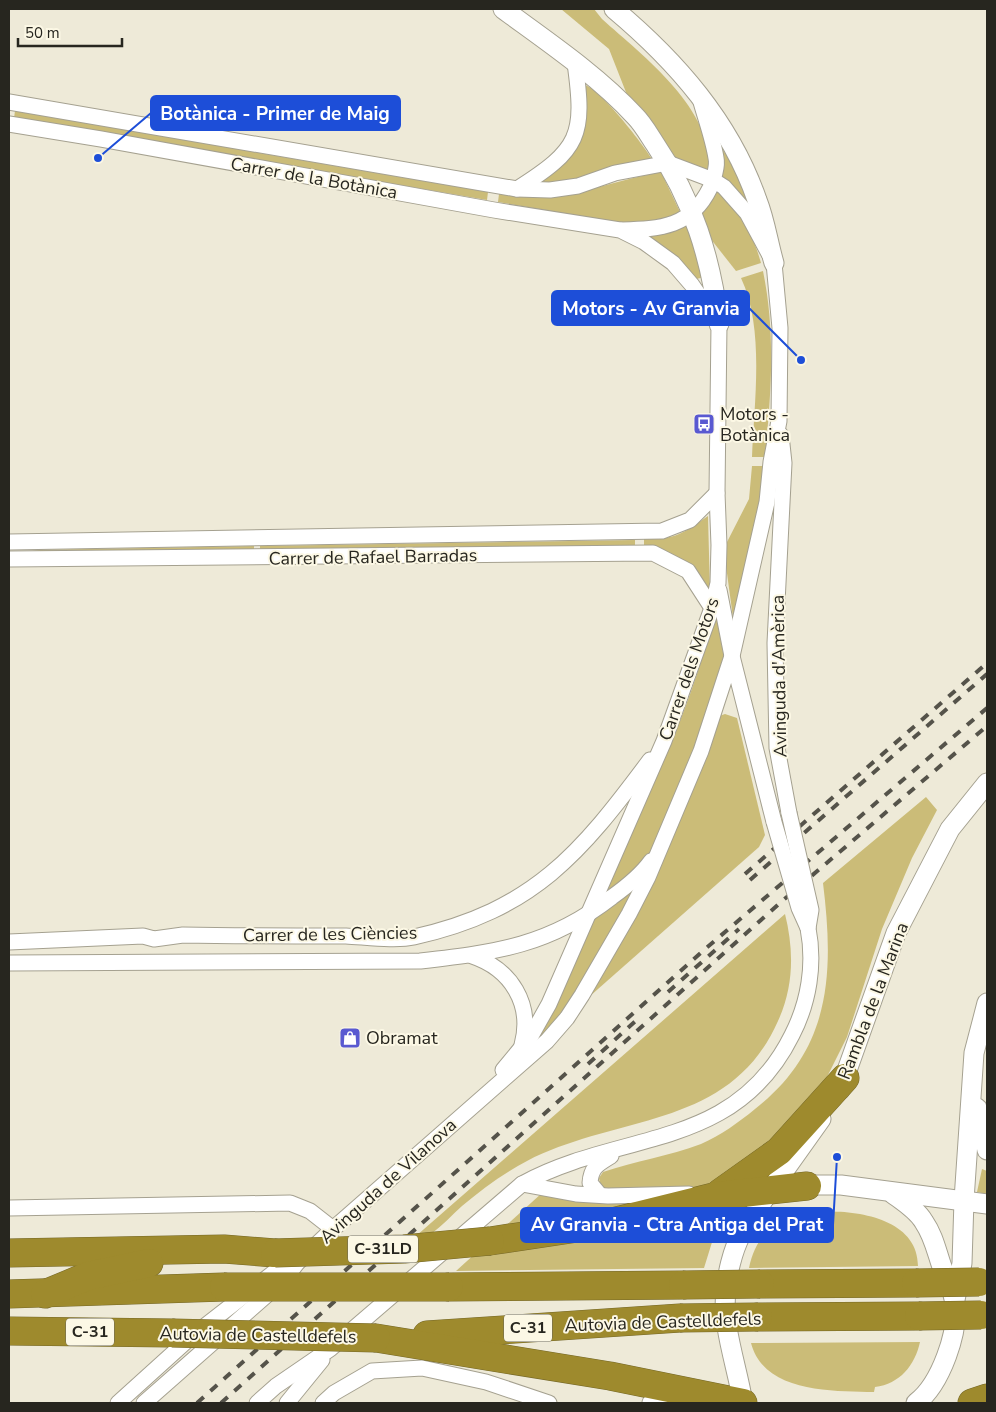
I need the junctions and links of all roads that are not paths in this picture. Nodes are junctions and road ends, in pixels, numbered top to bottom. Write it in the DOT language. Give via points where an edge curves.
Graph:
graph roads {
  1 [pos="503,9"];
  2 [pos="614,9"];
  3 [pos="574,63"];
  4 [pos="698,94"];
  5 [pos="9,102"];
  6 [pos="9,124"];
  7 [pos="668,164"];
  8 [pos="713,180"];
  9 [pos="517,189"];
  10 [pos="692,212"];
  11 [pos="620,230"];
  12 [pos="774,263"];
  13 [pos="719,324"];
  14 [pos="779,421"];
  15 [pos="717,493"];
  16 [pos="9,542"];
  17 [pos="9,559"];
  18 [pos="718,583"];
  19 [pos="712,608"];
  20 [pos="732,656"];
  21 [pos="716,701"];
  22 [pos="744,704"];
  23 [pos="664,741"];
  24 [pos="987,783"];
  25 [pos="660,850"];
  26 [pos="588,916"];
  27 [pos="808,928"];
  28 [pos="9,942"];
  29 [pos="470,956"];
  30 [pos="9,963"];
  31 [pos="987,1003"];
  32 [pos="521,1049"];
  33 [pos="845,1078"];
  34 [pos="973,1086"];
  35 [pos="480,1098"];
  36 [pos="628,1146"];
  37 [pos="987,1150"];
  38 [pos="522,1184"];
  39 [pos="807,1186"];
  40 [pos="771,1189"];
  41 [pos="892,1193"];
  42 [pos="600,1195"];
  43 [pos="717,1196"];
  44 [pos="964,1200"];
  45 [pos="987,1204"];
  46 [pos="9,1208"];
  47 [pos="752,1216"];
  48 [pos="333,1229"];
  49 [pos="9,1253"];
  50 [pos="286,1258"];
  51 [pos="983,1282"];
  52 [pos="9,1294"];
  53 [pos="45,1294"];
  54 [pos="955,1300"];
  55 [pos="984,1315"];
  56 [pos="9,1332"];
  57 [pos="376,1338"];
  58 [pos="330,1349"];
  59 [pos="693,1398"];
  60 [pos="118,1403"];
  61 [pos="144,1403"];
  62 [pos="257,1403"];
  63 [pos="287,1403"];
  64 [pos="323,1403"];
  65 [pos="549,1403"];
  66 [pos="652,1403"];
  67 [pos="744,1403"];
  68 [pos="916,1403"];
  1 -- 3 [label="street, Carrer dels Motors"];
  2 -- 4 [label="street, Carrer dels Motors" via="650,39"];
  3 -- 7 [label="street, Carrer dels Motors" via="636,117"];
  3 -- 9 [label="street" via="580,109 575,136 558,161"];
  4 -- 8 [label="street, Carrer de la Botànica" via="717,160"];
  4 -- 12 [label="street, Carrer dels Motors" via="722,125 741,162 758,200"];
  5 -- 9 [label="street, Carrer de la Botànica"];
  6 -- 11 [label="street, Carrer de la Botànica"];
  7 -- 8 [label="street, Carrer de la Botànica"];
  7 -- 9 [label="street, Carrer de la Botànica" via="615,173 578,186 550,190"];
  7 -- 10 [label="street, Carrer dels Motors"];
  8 -- 10 [label="street, Carrer de la Botànica" via="702,202"];
  8 -- 12 [label="street, Carrer de la Botànica" via="724,187 747,213"];
  10 -- 11 [label="street, Carrer de la Botànica" via="678,223 657,229"];
  10 -- 13 [label="street, Carrer dels Motors" via="714,281"];
  11 -- 13 [label="street, Carrer de la Botànica" via="673,262"];
  12 -- 14 [label="street, Carrer dels Motors" via="780,328"];
  13 -- 15 [label="street, Carrer dels Motors"];
  14 -- 20 [label="street, Carrer dels Motors" via="767,502"];
  14 -- 27 [label="street, Avinguda d'Amèrica, bridge" via="784,463 775,643 777,748 811,910"];
  15 -- 16 [label="street, Carrer de Rafael Barradas" via="690,520 662,531"];
  15 -- 18 [label="street, Carrer dels Motors"];
  17 -- 19 [label="street, Carrer de Rafael Barradas" via="653,553 688,571"];
  18 -- 19 [label="street, Carrer dels Motors"];
  18 -- 20 [label="street, Avinguda d'Amèrica"];
  19 -- 23 [label="street, Carrer dels Motors"];
  20 -- 21 [label="street, Carrer dels Motors"];
  20 -- 22 [label="street, Avinguda d'Amèrica"];
  21 -- 22 [label="street, Carrer dels Motors"];
  21 -- 25 [label="street, Carrer dels Motors" via="701,751"];
  22 -- 27 [label="street, Avinguda d'Amèrica, bridge" via="774,822"];
  23 -- 26 [label="street, Carrer dels Motors"];
  23 -- 28 [label="street, Carrer de les Ciències" via="593,834 553,873 515,900 475,920 413,937 183,935"];
  24 -- 33 [label="street, Rambla de la Marina" via="950,829 896,933"];
  25 -- 26 [label="street, Carrer dels Motors" via="639,874"];
  25 -- 35 [label="street, Carrer dels Motors" via="629,914 567,1018 547,1041"];
  26 -- 29 [label="street, Carrer de les Ciències" via="539,940"];
  26 -- 32 [label="street, Carrer dels Motors" via="546,1010"];
  27 -- 36 [label="street, Avinguda d'Amèrica" via="812,961 807,994 797,1025 771,1069 746,1096 720,1114 671,1134"];
  29 -- 30 [label="street, Carrer de les Ciències" via="420,961"];
  29 -- 32 [label="street, Carrer de les Ciències" via="492,965 507,977 517,992 525,1016"];
  31 -- 34 [label="street" via="974,1053"];
  32 -- 35 [label="street, Carrer dels Motors"];
  33 -- 40 [label="street, Rambla de la Marina" via="802,1149"];
  33 -- 43 [label="highway" via="779,1151"];
  34 -- 37 [label="street"];
  34 -- 44 [label="street"];
  35 -- 48 [label="street, Avinguda de Vilanova"];
  36 -- 38 [label="street, Avinguda d'Amèrica" via="556,1168"];
  36 -- 42 [label="street, Avinguda d'Amèrica" via="596,1165 591,1172 590,1183"];
  38 -- 42 [label="street"];
  38 -- 58 [label="street, Avinguda d'Amèrica"];
  39 -- 40 [label="highway, C-31LD"];
  39 -- 41 [label="street, C-31LD" via="841,1186"];
  39 -- 47 [label="street" via="778,1196"];
  40 -- 43 [label="highway, C-31LD"];
  40 -- 47 [label="street, Rambla de la Marina"];
  41 -- 44 [label="street, C-31LD"];
  41 -- 54 [label="street" via="924,1220"];
  42 -- 43 [label="street"];
  43 -- 50 [label="highway, C-31LD, bridge" via="604,1224 490,1241"];
  44 -- 45 [label="street, C-31LD"];
  44 -- 54 [label="street" via="962,1263"];
  46 -- 48 [label="street" via="290,1203 310,1211"];
  47 -- 67 [label="street, Rambla de la Marina" via="737,1244 725,1304 727,1328"];
  48 -- 50 [label="street, Avinguda de Vilanova"];
  49 -- 50 [label="highway" via="224,1249"];
  50 -- 53 [label="highway, C-31LD" via="150,1263 88,1276"];
  50 -- 60 [label="street, Avinguda de Vilanova" via="278,1270 191,1338"];
  50 -- 61 [label="street, Avinguda de Vilanova" via="286,1278"];
  51 -- 53 [label="highway, Autovia de Castelldefels / C-31, bridge" via="224,1287"];
  52 -- 53 [label="highway, Autovia de Castelldefels / C-31"];
  54 -- 68 [label="street" via="953,1330 942,1365 934,1385"];
  55 -- 57 [label="highway, Autovia de Castelldefels / C-31, bridge" via="680,1318"];
  56 -- 57 [label="highway, Autovia de Castelldefels / C-31, bridge"];
  57 -- 59 [label="highway" via="552,1366"];
  58 -- 62 [label="street, Avinguda d'Amèrica"];
  58 -- 63 [label="street, Avinguda d'Amèrica"];
  59 -- 66 [label="street"];
  59 -- 67 [label="highway"];
  64 -- 65 [label="street" via="372,1371 422,1368 486,1382"];
}
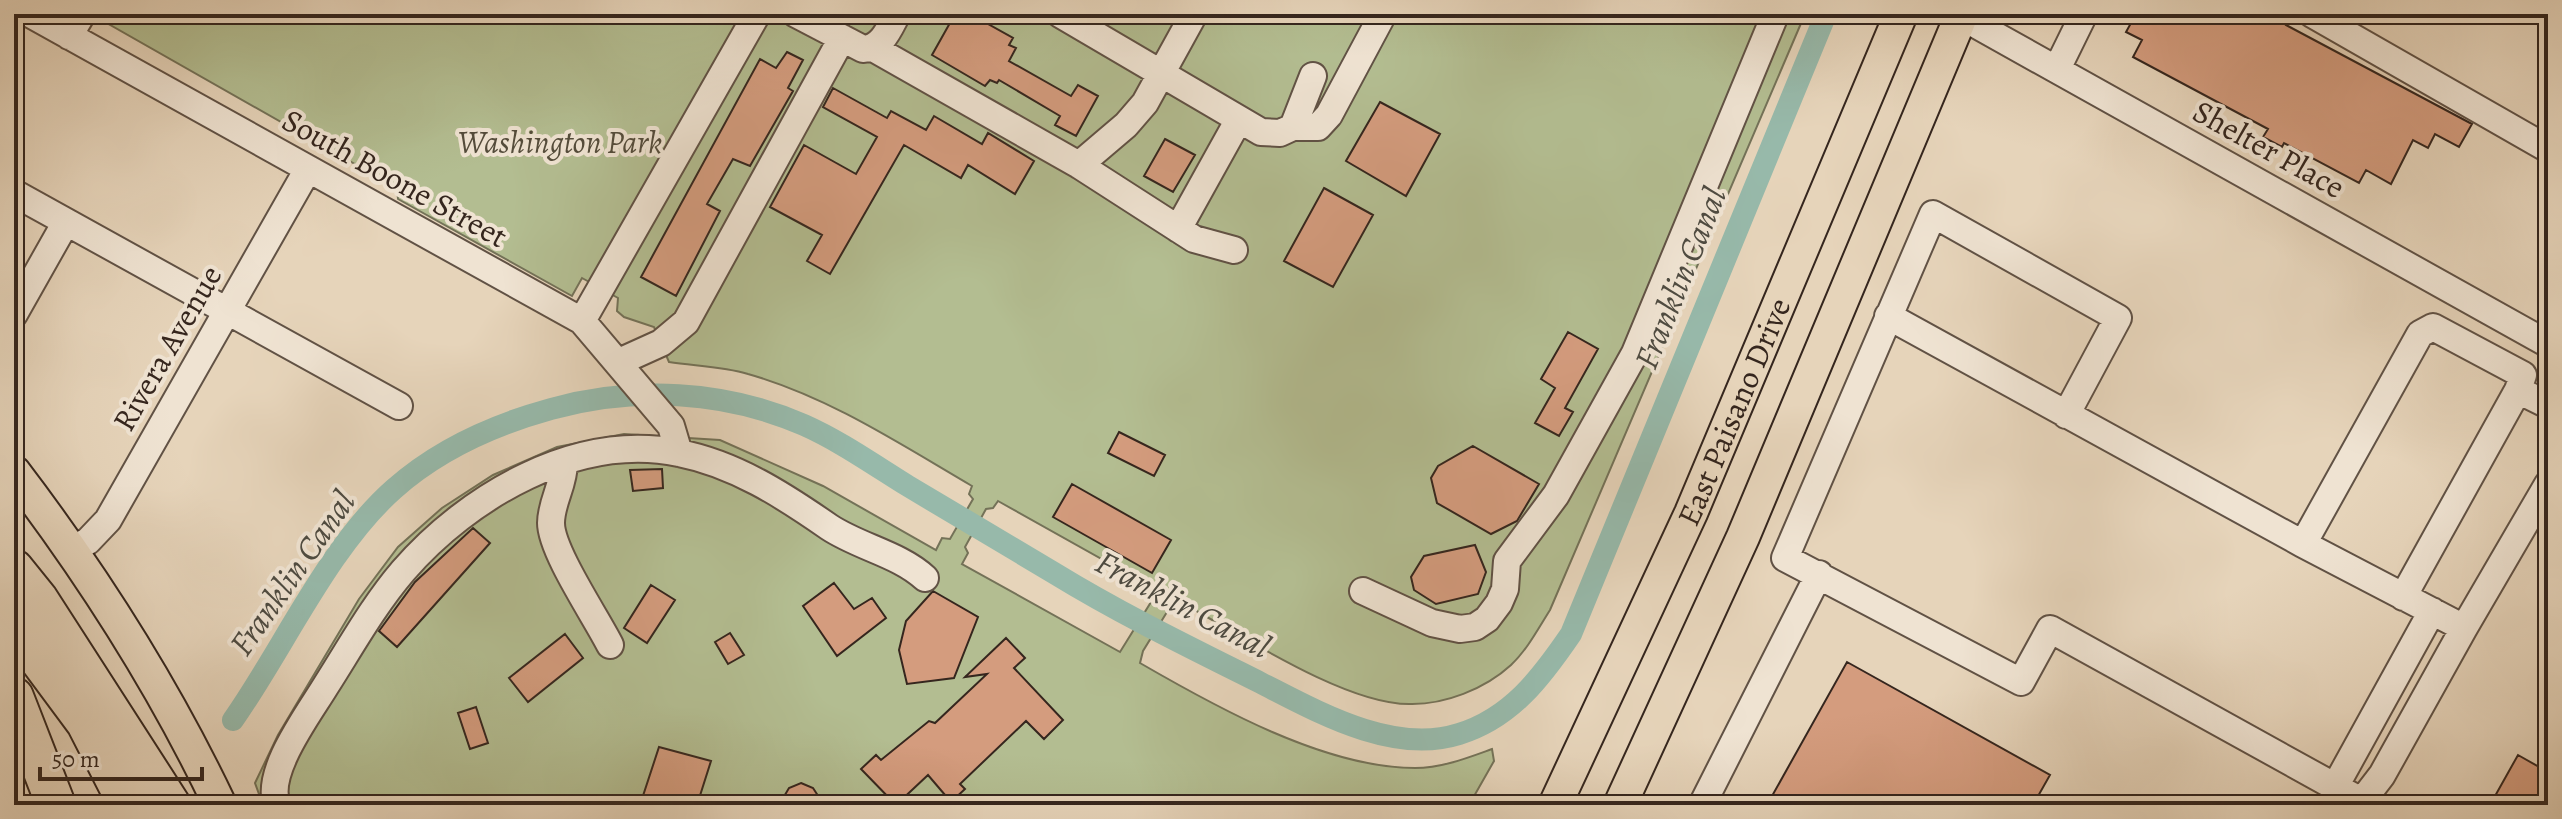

## EXERCISE AIM
Output the records above exactly, leaving out pictures.

## REPLY
I need the junctions and links of all roads that are not paths in this picture. Nodes are junctions and road ends, in pixels, numbered top to bottom. Write it in the DOT language. Give via points where an edge curves.
Graph:
graph roads {
  1 [pos="503,9"];
  2 [pos="614,9"];
  3 [pos="574,63"];
  4 [pos="698,94"];
  5 [pos="9,102"];
  6 [pos="9,124"];
  7 [pos="668,164"];
  8 [pos="713,180"];
  9 [pos="517,189"];
  10 [pos="692,212"];
  11 [pos="620,230"];
  12 [pos="774,263"];
  13 [pos="719,324"];
  14 [pos="779,421"];
  15 [pos="717,493"];
  16 [pos="9,542"];
  17 [pos="9,559"];
  18 [pos="718,583"];
  19 [pos="712,608"];
  20 [pos="732,656"];
  21 [pos="716,701"];
  22 [pos="744,704"];
  23 [pos="664,741"];
  24 [pos="987,783"];
  25 [pos="660,850"];
  26 [pos="588,916"];
  27 [pos="808,928"];
  28 [pos="9,942"];
  29 [pos="470,956"];
  30 [pos="9,963"];
  31 [pos="987,1003"];
  32 [pos="521,1049"];
  33 [pos="845,1078"];
  34 [pos="973,1086"];
  35 [pos="480,1098"];
  36 [pos="628,1146"];
  37 [pos="987,1150"];
  38 [pos="522,1184"];
  39 [pos="807,1186"];
  40 [pos="771,1189"];
  41 [pos="892,1193"];
  42 [pos="600,1195"];
  43 [pos="717,1196"];
  44 [pos="964,1200"];
  45 [pos="987,1204"];
  46 [pos="9,1208"];
  47 [pos="752,1216"];
  48 [pos="333,1229"];
  49 [pos="9,1253"];
  50 [pos="286,1258"];
  51 [pos="983,1282"];
  52 [pos="9,1294"];
  53 [pos="45,1294"];
  54 [pos="955,1300"];
  55 [pos="984,1315"];
  56 [pos="9,1332"];
  57 [pos="376,1338"];
  58 [pos="330,1349"];
  59 [pos="693,1398"];
  60 [pos="118,1403"];
  61 [pos="144,1403"];
  62 [pos="257,1403"];
  63 [pos="287,1403"];
  64 [pos="323,1403"];
  65 [pos="549,1403"];
  66 [pos="652,1403"];
  67 [pos="744,1403"];
  68 [pos="916,1403"];
  1 -- 3 [label="street, Carrer dels Motors"];
  2 -- 4 [label="street, Carrer dels Motors" via="650,39"];
  3 -- 7 [label="street, Carrer dels Motors" via="636,117"];
  3 -- 9 [label="street" via="580,109 575,136 558,161"];
  4 -- 8 [label="street, Carrer de la Botànica" via="717,160"];
  4 -- 12 [label="street, Carrer dels Motors" via="722,125 741,162 758,200"];
  5 -- 9 [label="street, Carrer de la Botànica"];
  6 -- 11 [label="street, Carrer de la Botànica"];
  7 -- 8 [label="street, Carrer de la Botànica"];
  7 -- 9 [label="street, Carrer de la Botànica" via="615,173 578,186 550,190"];
  7 -- 10 [label="street, Carrer dels Motors"];
  8 -- 10 [label="street, Carrer de la Botànica" via="702,202"];
  8 -- 12 [label="street, Carrer de la Botànica" via="724,187 747,213"];
  10 -- 11 [label="street, Carrer de la Botànica" via="678,223 657,229"];
  10 -- 13 [label="street, Carrer dels Motors" via="714,281"];
  11 -- 13 [label="street, Carrer de la Botànica" via="673,262"];
  12 -- 14 [label="street, Carrer dels Motors" via="780,328"];
  13 -- 15 [label="street, Carrer dels Motors"];
  14 -- 20 [label="street, Carrer dels Motors" via="767,502"];
  14 -- 27 [label="street, Avinguda d'Amèrica, bridge" via="784,463 775,643 777,748 811,910"];
  15 -- 16 [label="street, Carrer de Rafael Barradas" via="690,520 662,531"];
  15 -- 18 [label="street, Carrer dels Motors"];
  17 -- 19 [label="street, Carrer de Rafael Barradas" via="653,553 688,571"];
  18 -- 19 [label="street, Carrer dels Motors"];
  18 -- 20 [label="street, Avinguda d'Amèrica"];
  19 -- 23 [label="street, Carrer dels Motors"];
  20 -- 21 [label="street, Carrer dels Motors"];
  20 -- 22 [label="street, Avinguda d'Amèrica"];
  21 -- 22 [label="street, Carrer dels Motors"];
  21 -- 25 [label="street, Carrer dels Motors" via="701,751"];
  22 -- 27 [label="street, Avinguda d'Amèrica, bridge" via="774,822"];
  23 -- 26 [label="street, Carrer dels Motors"];
  23 -- 28 [label="street, Carrer de les Ciències" via="593,834 553,873 515,900 475,920 413,937 183,935"];
  24 -- 33 [label="street, Rambla de la Marina" via="950,829 896,933"];
  25 -- 26 [label="street, Carrer dels Motors" via="639,874"];
  25 -- 35 [label="street, Carrer dels Motors" via="629,914 567,1018 547,1041"];
  26 -- 29 [label="street, Carrer de les Ciències" via="539,940"];
  26 -- 32 [label="street, Carrer dels Motors" via="546,1010"];
  27 -- 36 [label="street, Avinguda d'Amèrica" via="812,961 807,994 797,1025 771,1069 746,1096 720,1114 671,1134"];
  29 -- 30 [label="street, Carrer de les Ciències" via="420,961"];
  29 -- 32 [label="street, Carrer de les Ciències" via="492,965 507,977 517,992 525,1016"];
  31 -- 34 [label="street" via="974,1053"];
  32 -- 35 [label="street, Carrer dels Motors"];
  33 -- 40 [label="street, Rambla de la Marina" via="802,1149"];
  33 -- 43 [label="highway" via="779,1151"];
  34 -- 37 [label="street"];
  34 -- 44 [label="street"];
  35 -- 48 [label="street, Avinguda de Vilanova"];
  36 -- 38 [label="street, Avinguda d'Amèrica" via="556,1168"];
  36 -- 42 [label="street, Avinguda d'Amèrica" via="596,1165 591,1172 590,1183"];
  38 -- 42 [label="street"];
  38 -- 58 [label="street, Avinguda d'Amèrica"];
  39 -- 40 [label="highway, C-31LD"];
  39 -- 41 [label="street, C-31LD" via="841,1186"];
  39 -- 47 [label="street" via="778,1196"];
  40 -- 43 [label="highway, C-31LD"];
  40 -- 47 [label="street, Rambla de la Marina"];
  41 -- 44 [label="street, C-31LD"];
  41 -- 54 [label="street" via="924,1220"];
  42 -- 43 [label="street"];
  43 -- 50 [label="highway, C-31LD, bridge" via="604,1224 490,1241"];
  44 -- 45 [label="street, C-31LD"];
  44 -- 54 [label="street" via="962,1263"];
  46 -- 48 [label="street" via="290,1203 310,1211"];
  47 -- 67 [label="street, Rambla de la Marina" via="737,1244 725,1304 727,1328"];
  48 -- 50 [label="street, Avinguda de Vilanova"];
  49 -- 50 [label="highway" via="224,1249"];
  50 -- 53 [label="highway, C-31LD" via="150,1263 88,1276"];
  50 -- 60 [label="street, Avinguda de Vilanova" via="278,1270 191,1338"];
  50 -- 61 [label="street, Avinguda de Vilanova" via="286,1278"];
  51 -- 53 [label="highway, Autovia de Castelldefels / C-31, bridge" via="224,1287"];
  52 -- 53 [label="highway, Autovia de Castelldefels / C-31"];
  54 -- 68 [label="street" via="953,1330 942,1365 934,1385"];
  55 -- 57 [label="highway, Autovia de Castelldefels / C-31, bridge" via="680,1318"];
  56 -- 57 [label="highway, Autovia de Castelldefels / C-31, bridge"];
  57 -- 59 [label="highway" via="552,1366"];
  58 -- 62 [label="street, Avinguda d'Amèrica"];
  58 -- 63 [label="street, Avinguda d'Amèrica"];
  59 -- 66 [label="street"];
  59 -- 67 [label="highway"];
  64 -- 65 [label="street" via="372,1371 422,1368 486,1382"];
}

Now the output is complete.